The False Claims Act was first passed in 1986, but it did not apply to tax fraud, which has caused the tax gap to grow exponentially. Washington DC plans to enlist the help of whistleblowers to crack down on tax fraud from the multinational corporations that plague the city’s tax system.
The false claims law
The False Claims Act works in three steps to reform tax law at the national level. The first step is to remove the control block introduced in 1986. The poor wording of the law resulted in courts ruling that the tax block only applies to US government money claims. This loophole allowed contractors and wealthy corporations to lie about their payments to the United States without breaking the False Claims Act.
Some states have decided to abolish the tax bar so that their legal systems can target major tax fraud within their borders. However, every federal state handles its cases differently. Delaware, Florida, and Nevada have no specific false claim restrictions. However, Illinois, Indiana, and Rhode Island have retained the tax limit for income tax, but not for other taxes. Washington DC has emulated New York’s scheme of allowing people with inside information to report fraud to the Taxpayer Protection Bureau in order to receive part of the cut.

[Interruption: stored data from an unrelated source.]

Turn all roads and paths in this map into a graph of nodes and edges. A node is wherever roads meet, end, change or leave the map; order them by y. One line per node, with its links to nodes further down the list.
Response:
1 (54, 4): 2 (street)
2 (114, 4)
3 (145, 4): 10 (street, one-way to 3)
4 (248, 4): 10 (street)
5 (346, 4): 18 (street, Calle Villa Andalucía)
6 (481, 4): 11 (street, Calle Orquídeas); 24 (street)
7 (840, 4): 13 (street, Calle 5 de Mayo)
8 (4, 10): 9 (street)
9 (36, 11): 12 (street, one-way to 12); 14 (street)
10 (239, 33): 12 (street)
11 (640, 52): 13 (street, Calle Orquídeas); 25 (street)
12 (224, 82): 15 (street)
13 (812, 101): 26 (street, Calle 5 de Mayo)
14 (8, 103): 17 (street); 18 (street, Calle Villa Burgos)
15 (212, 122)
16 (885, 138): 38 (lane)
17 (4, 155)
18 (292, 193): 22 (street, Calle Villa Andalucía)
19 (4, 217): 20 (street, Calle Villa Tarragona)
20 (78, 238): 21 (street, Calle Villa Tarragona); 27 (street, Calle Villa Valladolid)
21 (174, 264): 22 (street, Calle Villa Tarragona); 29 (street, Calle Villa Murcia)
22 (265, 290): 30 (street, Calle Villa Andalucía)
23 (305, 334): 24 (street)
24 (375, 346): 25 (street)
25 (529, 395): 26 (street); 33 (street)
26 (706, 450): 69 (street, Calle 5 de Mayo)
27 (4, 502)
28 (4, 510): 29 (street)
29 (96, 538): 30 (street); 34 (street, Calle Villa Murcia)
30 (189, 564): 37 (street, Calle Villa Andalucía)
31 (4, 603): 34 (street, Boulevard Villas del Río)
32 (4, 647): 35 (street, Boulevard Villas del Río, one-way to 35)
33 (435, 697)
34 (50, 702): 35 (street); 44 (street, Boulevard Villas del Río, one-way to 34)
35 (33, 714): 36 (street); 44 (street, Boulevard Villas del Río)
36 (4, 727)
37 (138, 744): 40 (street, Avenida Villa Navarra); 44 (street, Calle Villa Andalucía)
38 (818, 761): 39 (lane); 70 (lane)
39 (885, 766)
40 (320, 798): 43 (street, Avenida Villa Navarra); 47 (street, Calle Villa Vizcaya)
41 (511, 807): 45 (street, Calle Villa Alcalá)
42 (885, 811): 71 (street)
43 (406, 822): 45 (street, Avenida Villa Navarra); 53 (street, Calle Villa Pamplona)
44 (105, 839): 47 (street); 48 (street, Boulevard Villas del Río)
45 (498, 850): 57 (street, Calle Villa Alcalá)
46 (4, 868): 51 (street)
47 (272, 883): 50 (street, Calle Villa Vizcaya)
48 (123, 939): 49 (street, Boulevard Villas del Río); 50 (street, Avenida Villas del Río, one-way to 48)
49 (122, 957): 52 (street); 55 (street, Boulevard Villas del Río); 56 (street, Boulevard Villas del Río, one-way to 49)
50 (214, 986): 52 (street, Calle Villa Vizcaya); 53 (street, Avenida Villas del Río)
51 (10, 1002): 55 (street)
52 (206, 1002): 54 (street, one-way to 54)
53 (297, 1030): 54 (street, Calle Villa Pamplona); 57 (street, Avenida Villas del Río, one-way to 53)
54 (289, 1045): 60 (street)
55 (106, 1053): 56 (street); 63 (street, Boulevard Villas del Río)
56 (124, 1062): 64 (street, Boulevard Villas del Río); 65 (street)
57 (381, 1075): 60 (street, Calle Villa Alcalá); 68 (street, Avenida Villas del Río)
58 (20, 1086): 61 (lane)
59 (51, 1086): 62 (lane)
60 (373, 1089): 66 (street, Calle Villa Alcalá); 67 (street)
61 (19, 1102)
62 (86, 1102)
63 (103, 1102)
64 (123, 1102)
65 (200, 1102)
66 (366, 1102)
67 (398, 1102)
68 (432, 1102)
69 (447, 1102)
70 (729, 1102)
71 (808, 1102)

This is where the second step of the False Claims Act comes in: recruiting whistleblowers. Whistleblowers work within the company and report any white-collar crime to the United States, usually for a cut in money. In one single case, New York collected $ 330 million in unpaid taxes from Sprint Corporation alone. The whistleblower received more than $ 62 million for reporting the fraud.
The primary goal – and the third step of the Falsification Act – is to close the tax loophole. The tax gap is simply the difference between what is owed and what is paid. It measures who does not pay their fair share of taxes. On April 13, 2021, the IRS commissioner reported to Congress that the tax gap had grown to $ 1 trillion a year.

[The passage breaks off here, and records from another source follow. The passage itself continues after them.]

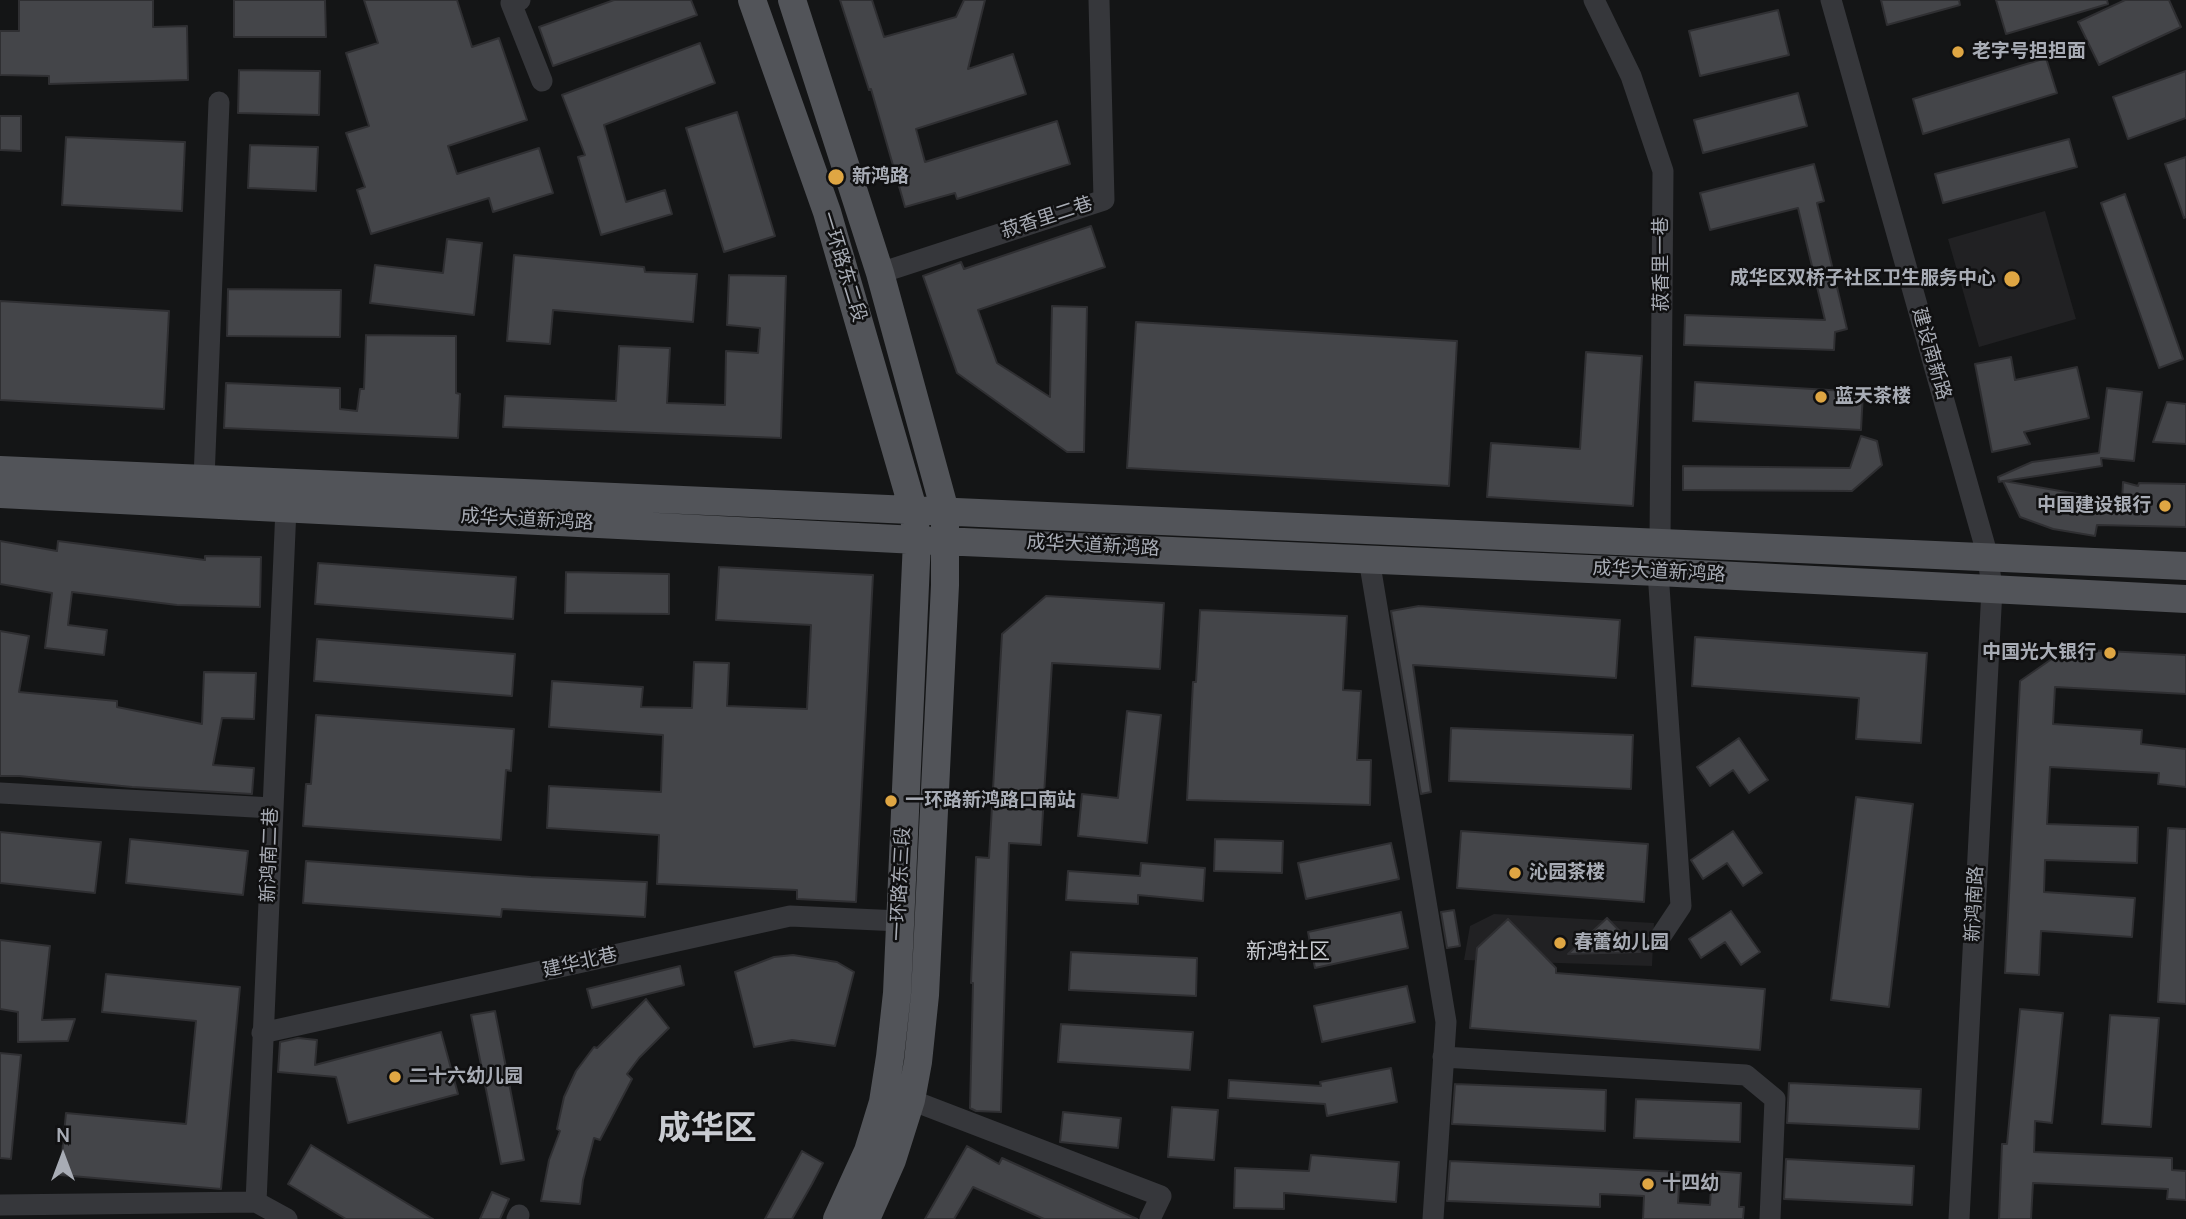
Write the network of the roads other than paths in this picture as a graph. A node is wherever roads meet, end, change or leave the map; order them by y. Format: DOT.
graph roads {
  1 [pos="520,0"];
  2 [pos="752,0"];
  3 [pos="792,0"];
  4 [pos="1099,0"];
  5 [pos="1594,0"];
  6 [pos="1831,0"];
  7 [pos="542,81"];
  8 [pos="219,102"];
  9 [pos="880,273"];
  10 [pos="0,470"];
  11 [pos="204,479"];
  12 [pos="0,494"];
  13 [pos="286,508"];
  14 [pos="913,509"];
  15 [pos="945,511"];
  16 [pos="917,540"];
  17 [pos="946,540"];
  18 [pos="1660,541"];
  19 [pos="1988,557"];
  20 [pos="1369,559"];
  21 [pos="2186,566"];
  22 [pos="1658,572"];
  23 [pos="1992,589"];
  24 [pos="2186,600"];
  25 [pos="0,793"];
  26 [pos="272,808"];
  27 [pos="900,921"];
  28 [pos="1658,939"];
  29 [pos="262,1033"];
  30 [pos="1443,1057"];
  31 [pos="911,1100"];
  32 [pos="256,1202"];
  33 [pos="0,1205"];
  34 [pos="287,1219"];
  35 [pos="837,1219"];
  36 [pos="866,1219"];
  37 [pos="1150,1219"];
  38 [pos="1433,1219"];
  39 [pos="1770,1219"];
  40 [pos="1959,1219"];
  1 -- 7 [label="street"];
  2 -- 14 [label="main road, 一环路东二段"];
  3 -- 9 [label="main road, 一环路东二段"];
  4 -- 9 [label="street, 菽香里二巷"];
  5 -- 18 [label="street, 菽香里一巷"];
  6 -- 19 [label="street, 建设南新路"];
  8 -- 11 [label="street"];
  9 -- 15 [label="main road, 一环路东二段"];
  10 -- 11 [label="main road, 成华大道新鸿路"];
  11 -- 14 [label="main road, 成华大道新鸿路"];
  12 -- 13 [label="main road, 成华大道新鸿路"];
  13 -- 16 [label="main road, 成华大道新鸿路"];
  13 -- 26 [label="street, 新鸿南二巷"];
  14 -- 15 [label="main road, 成华大道新鸿路"];
  14 -- 16 [label="main road, 一环路东二段"];
  15 -- 17 [label="main road, 一环路东二段"];
  15 -- 18 [label="main road, 成华大道新鸿路"];
  16 -- 17 [label="main road, 成华大道新鸿路"];
  16 -- 27 [label="main road, 一环路东三段"];
  17 -- 20 [label="main road, 成华大道新鸿路"];
  17 -- 31 [label="main road, 一环路东三段"];
  18 -- 19 [label="main road, 成华大道新鸿路"];
  19 -- 21 [label="main road, 成华大道新鸿路"];
  19 -- 23 [label="street, 建设南新路"];
  20 -- 22 [label="main road, 成华大道新鸿路"];
  20 -- 30 [label="street"];
  22 -- 23 [label="main road, 成华大道新鸿路"];
  22 -- 28 [label="street"];
  23 -- 24 [label="main road, 成华大道新鸿路"];
  23 -- 40 [label="street, 新鸿南路"];
  25 -- 26 [label="street"];
  26 -- 29 [label="street, 新鸿南二巷"];
  27 -- 29 [label="street, 建华北巷"];
  27 -- 35 [label="main road, 一环路东三段"];
  29 -- 32 [label="street, 新鸿南二巷"];
  30 -- 38 [label="street"];
  30 -- 39 [label="street"];
  31 -- 36 [label="main road, 一环路东三段"];
  31 -- 37 [label="street"];
  32 -- 33 [label="street"];
  32 -- 34 [label="street"];
}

The majority of those who skip their taxes are corporations and the super-rich. The gap is only growing thanks to cryptocurrencies and overseas income that are transforming the economic landscape in America.
As mentioned earlier, several states have begun reforming their tax laws to make fraud detection more efficient. New York has collected $ 467 million in unpaid taxes since 2010. As of 2014, Washington DC has confiscated at least $ 21 million. These advances in tax law have led to significant crackdowns on multinational corporations trying to avoid their fair share.
“American industry is the backbone of our economy,” said John Pontius, founder of Pontius Tax Law, PLLC. “It is time we held them accountable and they started lifting their weight.”
Washington DC enacted the False Claims Act on March 16, 2021. There are some legal regulations for whistleblowers. Whistleblowers can make a false claim if the fraudulent party has more than $ 1 million in taxable income and has avoided paying at least $ 350,000 in tax. These specifications ensure that the law’s targets are wealthy businesses and individuals.